Why do Datadog bills get so high?

Datadog pricing is based on per-host, per-GB, and per-metric pricing that compounds as infrastructure grows. Custom metrics, log volume, and APM trace ingestion are the three areas where costs most commonly spiral beyond initial estimates.

What is the LGTM stack?

Loki for logs, Grafana for dashboards, Tempo for traces, and Mimir for metrics. It is an open-source observability stack that provides equivalent functionality to commercial platforms like Datadog at significantly lower licensing cost, in exchange for higher operational overhead.

When should a platform team consider migrating from Datadog to open source?

When observability cost is a significant budget line item, when the team has the operational maturity to run stateful infrastructure, and when the vendor lock-in is limiting flexibility. The migration is not trivial - it requires planning for data migration, dashboard recreation, and alert reconfiguration.
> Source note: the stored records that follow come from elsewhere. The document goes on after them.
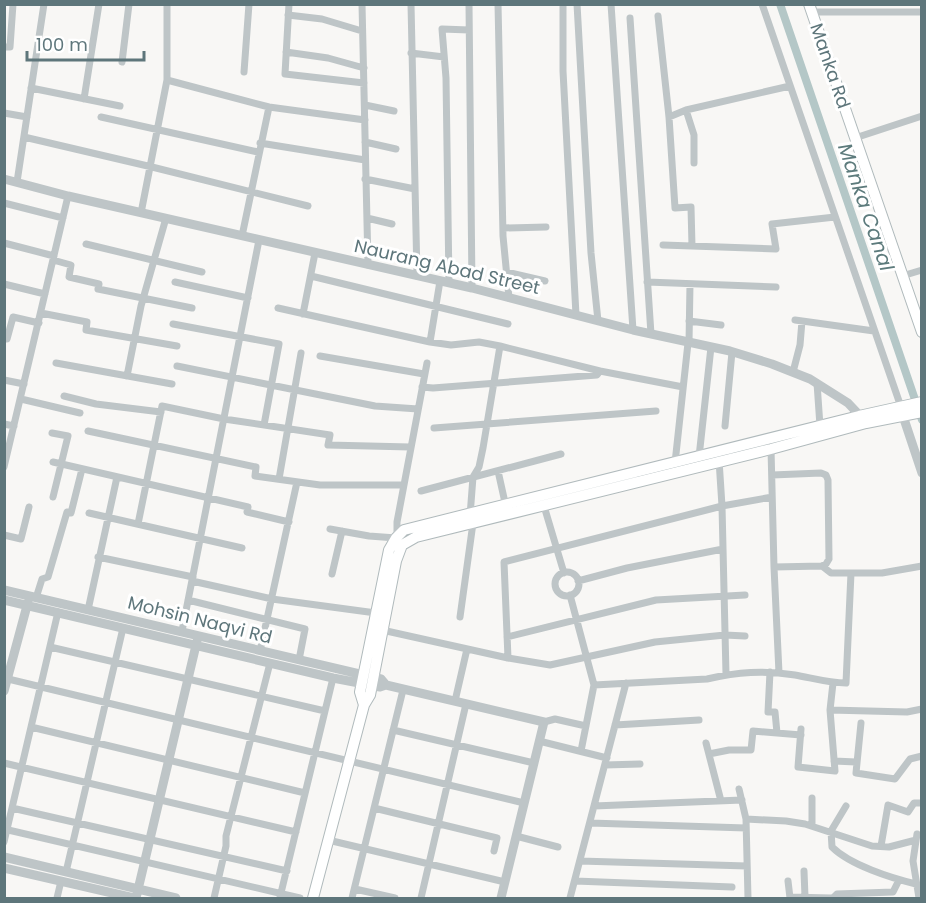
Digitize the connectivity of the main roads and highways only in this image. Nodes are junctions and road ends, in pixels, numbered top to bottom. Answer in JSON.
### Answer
{"nodes":[{"id":1,"x":810,"y":8,"type":"edge"},
{"id":2,"x":918,"y":313,"type":"edge"},
{"id":3,"x":921,"y":332,"type":"edge"},
{"id":4,"x":921,"y":402,"type":"edge"},
{"id":5,"x":909,"y":411,"type":"edge"},
{"id":6,"x":862,"y":419,"type":"junction"},
{"id":7,"x":507,"y":510,"type":"junction"},
{"id":8,"x":471,"y":521,"type":"junction"},
{"id":9,"x":367,"y":681,"type":"junction"},
{"id":10,"x":313,"y":898,"type":"edge"}],
"edges":[{"from":1,"to":2,"type":"main road","name":"Manka Rd"},
{"from":2,"to":3,"type":"main road","name":"Manka Rd"},
{"from":4,"to":5,"type":"main road"},
{"from":5,"to":6,"type":"main road"},
{"from":6,"to":7,"type":"main road"},
{"from":6,"to":7,"type":"main road"},
{"from":7,"to":8,"type":"main road"},
{"from":8,"to":9,"type":"main road"},
{"from":8,"to":9,"type":"main road"},
{"from":9,"to":10,"type":"main road"}]}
What are the hidden costs of open-source observability?

Engineering time to operate, storage infrastructure costs, capacity planning, upgrades, and the loss of vendor-managed integrations. Open source is cheaper in licensing but requires dedicated operational investment. The total cost of ownership depends on team size and operational maturity.

Datadog vs LGTM Stack: Cutting Observability Costs With Open Source

On this page

How the Bill Spirals
What the Open-Source Alternative Actually Looks Like
The Migration Is Real Work
When to Stay Commercial
The Takeaway

Datadog is genuinely great software.

It’s also how platform teams accidentally end up signing six-figure observability contracts.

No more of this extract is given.